Un accord cadre est tout le contraire. Il laisse tous les détails en suspens. Chacun de ses paragraphes est susceptible d’au moins une dizaine d’interprétations, puisque l’accord escamote les différences fondamentales au moyen de compromis non écrits.
On peut tout à fait dire que les négociations en vue d’un accord cadre ne sont que le prologue à de réelles négociations, un couloir menant au salon.
Si un accord cadre est obtenu au bout d’une année – béni soit celui qui y croit – les véritables négociations pour le traité de paix final peuvent bien durer cinq ans, dix ans, cent ans, deux cents ans. Demandez à Yitzhak Shamir.
COMMENT le sais-je ? Nous avons déjà assisté à cet opéra.

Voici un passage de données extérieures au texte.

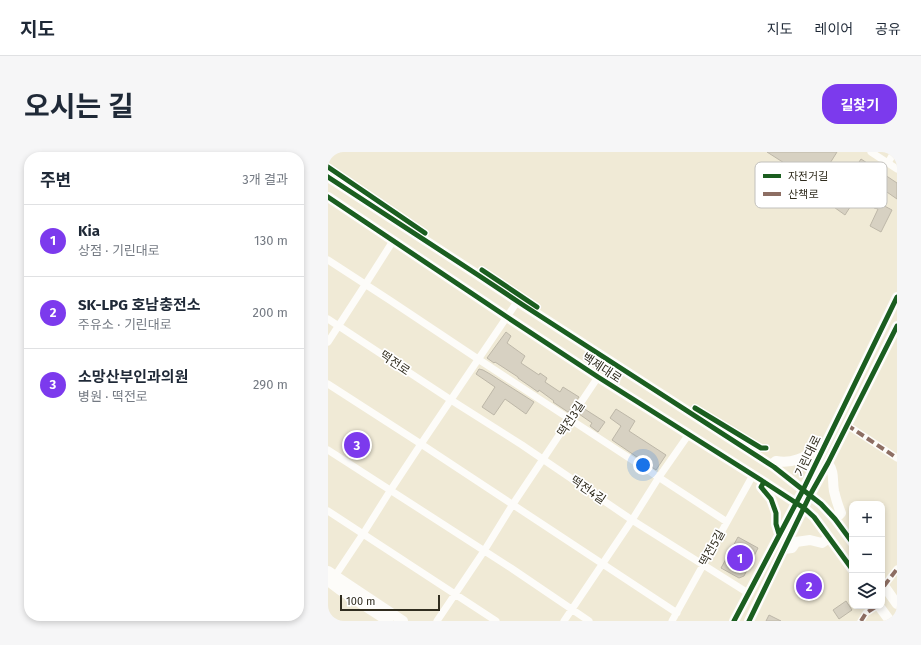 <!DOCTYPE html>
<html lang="ko">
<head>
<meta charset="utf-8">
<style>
  body { margin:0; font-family:"Fira Sans","Noto Sans KR",sans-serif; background:#f6f6f7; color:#1f2937 }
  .controls { position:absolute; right:12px; bottom:12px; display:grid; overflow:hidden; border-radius:8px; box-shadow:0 2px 6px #0003 }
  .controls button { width:36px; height:36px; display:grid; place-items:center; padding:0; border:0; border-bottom:1px solid #e0e1e3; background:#fff; color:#1f2937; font:20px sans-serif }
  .scale { position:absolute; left:12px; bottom:10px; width:100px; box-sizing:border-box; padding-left:4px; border:2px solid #312d1f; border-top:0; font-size:11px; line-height:14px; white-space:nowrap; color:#312d1f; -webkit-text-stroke:3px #fff; paint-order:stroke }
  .you { position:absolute; left:315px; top:313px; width:14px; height:14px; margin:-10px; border:3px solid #fff; border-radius:50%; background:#1a73e8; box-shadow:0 0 0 6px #1a73e833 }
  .badge { display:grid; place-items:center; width:26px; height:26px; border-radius:50%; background:#7c3aed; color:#fff; font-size:13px; font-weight:700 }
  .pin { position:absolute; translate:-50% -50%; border:2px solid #fff; box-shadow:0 1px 4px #0006 }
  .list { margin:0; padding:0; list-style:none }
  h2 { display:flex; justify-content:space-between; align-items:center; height:52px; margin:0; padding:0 16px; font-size:17px }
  h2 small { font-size:13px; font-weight:400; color:#747a83 }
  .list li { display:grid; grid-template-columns:26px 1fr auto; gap:12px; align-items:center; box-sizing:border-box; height:72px; padding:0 16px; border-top:1px solid #e0e1e3 }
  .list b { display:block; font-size:15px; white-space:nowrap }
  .list p { margin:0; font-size:13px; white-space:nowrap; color:#747a83 }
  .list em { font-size:13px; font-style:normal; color:#747a83 }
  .icon { flex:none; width:22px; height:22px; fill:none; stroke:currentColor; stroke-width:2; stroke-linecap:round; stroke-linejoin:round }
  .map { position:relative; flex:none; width:569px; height:469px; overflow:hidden; border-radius:16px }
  header { display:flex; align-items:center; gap:24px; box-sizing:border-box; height:56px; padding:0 20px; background:#fff; border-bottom:1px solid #e0e1e3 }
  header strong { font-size:19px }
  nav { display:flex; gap:22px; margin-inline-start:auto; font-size:14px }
  .intro { display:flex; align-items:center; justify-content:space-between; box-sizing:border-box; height:96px; padding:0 24px }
  h1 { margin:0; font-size:28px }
  .button { padding:10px 18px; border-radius:16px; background:#7c3aed; color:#fff; font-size:14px; font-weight:700 }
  main { display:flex; gap:24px; padding:0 24px }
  aside { flex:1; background:#fff; border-radius:16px; box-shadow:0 2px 6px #0003 }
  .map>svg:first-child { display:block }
  .building { fill:#d7d1c2; stroke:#bdb7a8 }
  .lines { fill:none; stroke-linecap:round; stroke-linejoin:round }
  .street { stroke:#fdfcf9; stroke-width:7 }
  .secondary { stroke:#fdfcf9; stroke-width:10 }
  .quiet { stroke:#8d6e63; stroke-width:4; stroke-dasharray:8 4; stroke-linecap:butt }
  .cycleway-casing { stroke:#fff; stroke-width:8 }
  .cycleway { stroke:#1b5e20; stroke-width:5 }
  .labels { text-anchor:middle; stroke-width:3.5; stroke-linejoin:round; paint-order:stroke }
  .street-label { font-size:12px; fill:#312d1f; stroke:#fff }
  .key { fill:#fff; stroke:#c1c0bc; stroke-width:1 }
  .key-label { font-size:11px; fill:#312d1f }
</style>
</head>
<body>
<header>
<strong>지도</strong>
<nav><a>지도</a><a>레이어</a><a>공유</a></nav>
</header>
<div class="intro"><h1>오시는 길</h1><a class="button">길찾기</a></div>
<main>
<aside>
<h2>주변<small>3개 결과</small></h2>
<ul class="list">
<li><span class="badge">1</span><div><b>Kia</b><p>상점 · 기린대로</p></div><em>130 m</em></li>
<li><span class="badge">2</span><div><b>SK-LPG 호남충전소</b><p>주유소 · 기린대로</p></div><em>200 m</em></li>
<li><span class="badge">3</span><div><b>소망산부인과의원</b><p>병원 · 떡전로</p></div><em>290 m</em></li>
</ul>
</aside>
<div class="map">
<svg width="569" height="469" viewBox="0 0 569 469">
  <rect width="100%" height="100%" fill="#f0ead6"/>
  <path class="building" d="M 439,0 L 509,0 L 489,32 Z
    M 533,7 L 569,31 L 569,47 L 540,27 L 517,63 L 503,53 Z
    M 549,50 L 564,58 L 553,80 L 542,74 L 550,57 L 546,56 Z
    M 178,180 L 183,184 L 179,191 L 197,204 L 193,211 L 211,223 L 212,221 L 219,226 L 217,230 L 232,240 L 235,235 L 251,245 L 241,259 L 240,260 L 225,250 L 226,249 L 211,238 L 210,240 L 203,235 L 190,226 L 190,225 L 167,210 L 166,211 L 159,206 Z
    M 151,217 L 155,218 L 162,222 L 206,250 L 198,262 L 177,247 L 166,263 L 154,255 L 167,235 L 148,222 Z
    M 255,256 L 277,270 L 270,280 L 262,274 L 264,271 L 251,262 Z
    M 288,257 L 307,269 L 301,279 L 338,303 L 328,318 L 284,288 L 293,274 L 282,266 Z
    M 410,385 L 430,396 L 416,424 L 411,426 L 393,416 Z
    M 518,449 L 524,458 L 511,467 L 505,458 Z
    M 441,463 L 453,469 L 438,469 Z"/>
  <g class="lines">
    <path class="street" d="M 543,0 L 569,17
      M 560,11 L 566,0
      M 0,108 L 63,149 L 150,207 L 399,370
      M 0,167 L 123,248 L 194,293 L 304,368 L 420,441
      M 0,190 L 37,133 L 65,89
      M 0,232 L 93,292 L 349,461
      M 519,273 L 569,306
      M 0,298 L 183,416 L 261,469
      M 0,359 L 168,469
      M 5,427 L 35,382 L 62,339 L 93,292 L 189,150
      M 556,434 L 569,417
      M 109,469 L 156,399 L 185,352 L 270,225
      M 236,469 L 304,368 L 331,325 L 361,282
      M 344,469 L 425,323
      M 533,469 L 538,461 L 549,454"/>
    <path class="secondary" d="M 0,25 L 150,123 L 195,153 L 446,315 L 493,352 L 507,367 L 524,390
      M 0,45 L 179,165 L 270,225 L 436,330 L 476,356 L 486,365 L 524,417
      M 500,311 C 507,321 504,328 506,339 C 508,347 510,354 513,361 L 507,367
      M 443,313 L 448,309 C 463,312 478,306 489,295 L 495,297
      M 436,330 L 433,335 L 443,347 L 448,361 L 448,372 L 451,382
      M 456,397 L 464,396 L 468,390 L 482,388 L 494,391 L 501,386
      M 0,419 L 75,469
      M 0,429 L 12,438 L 60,469
      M 554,431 L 569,452
      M 551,454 L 562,469
      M 406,469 L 475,338 L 569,145
      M 421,469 L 482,343 L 500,311 L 569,174"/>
    <path class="quiet" d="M 519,273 L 569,306
      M 556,434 L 569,417
      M 533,469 L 538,461 L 549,454"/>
    <g class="cycleway-casing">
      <path id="cycleway" d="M 0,15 L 97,81
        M 0,25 L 150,123 L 195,153 L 446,315 L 493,352 L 507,367 L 524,390
        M 0,45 L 179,165 L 270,225 L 436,330 L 476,356 L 486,365 L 524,417
        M 154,118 L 209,155
        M 367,256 L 433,296 L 438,296
        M 436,330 L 433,335 L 443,347 L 448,361 L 448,372 L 451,382
        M 406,469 L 475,338 L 569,145
        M 421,469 L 482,343 L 500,311 L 569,174"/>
    </g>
    <use href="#cycleway" class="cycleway"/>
  </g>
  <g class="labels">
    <g class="street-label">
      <text transform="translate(67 211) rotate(34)" y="4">떡전로</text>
      <text transform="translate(274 216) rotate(33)" y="4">백제대로</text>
      <text transform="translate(243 267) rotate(-57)" y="4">떡전3길</text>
      <text transform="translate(480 304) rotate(-64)" y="4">기린대로</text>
      <text transform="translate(260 338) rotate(34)" y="4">떡전4길</text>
      <text transform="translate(384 396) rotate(-61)" y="4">떡전5길</text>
    </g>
  </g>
  <rect x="427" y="10" width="132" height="46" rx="6" class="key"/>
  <rect x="435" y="22" width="18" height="4" fill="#1b5e20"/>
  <rect x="435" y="40" width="18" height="4" fill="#8d6e63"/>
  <g class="key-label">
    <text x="460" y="28">자전거길</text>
    <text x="460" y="46">산책로</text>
  </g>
</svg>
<div class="controls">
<button>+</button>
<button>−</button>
<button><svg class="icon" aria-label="layers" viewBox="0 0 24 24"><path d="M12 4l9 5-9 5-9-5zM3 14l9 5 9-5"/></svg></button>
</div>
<div class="scale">100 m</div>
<div class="you"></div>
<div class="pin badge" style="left:412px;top:406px">1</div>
<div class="pin badge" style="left:481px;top:434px">2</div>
<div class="pin badge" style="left:29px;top:293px">3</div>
</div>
</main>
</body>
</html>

La “Déclaration de Principes” d’Oslo, qui fut signée il y a 17 ans moins deux jours, était un accord cadre de ce type.
À l’époque on parla d’accord historique, et à juste titre. La cérémonie solennelle sur la pelouse de la Maison Blanche se justifiait pleinement. Son importance découlait de l’événement qui l’avait précédée, le 10 septembre (qui se trouvait être le jour de mon anniversaire), lorsque le chef du mouvement de libération palestinien reconnut formellement l’État d’Israël et que le Premier ministre d’Israël reconnut formellement l’existence du peuple palestinien et de son mouvement de libération.
(Il faut remarquer ici que l’accord d’Oslo de 1993, tout autant que l’initiative de Sadate en 1977, avait été préparé dans le dos des Américains. Dans les deux cas, l’histoire s’écrivit sans la participation des États-Unis et, même, dans la crainte de celle-ci. Anouar El Sadate prit la décision de son vol sans précédent vers Jérusalem sans que l’ambassadeur américain au Caire en ait été le moins du monde informé, et les négociateurs d’Oslo prirent grand soin de garder leurs activités secrètes. La participation américaine n’intervint que très tard dans le processus, alors qu’il y avait déjà un fait accompli.)
Que s’est-il produit après la signature de l’accord cadre d’Oslo par les deux parties, au son des trompettes ?
Des négociations ont démarré.
Des négociations sur chaque détail. Des contestations sur chaque détail.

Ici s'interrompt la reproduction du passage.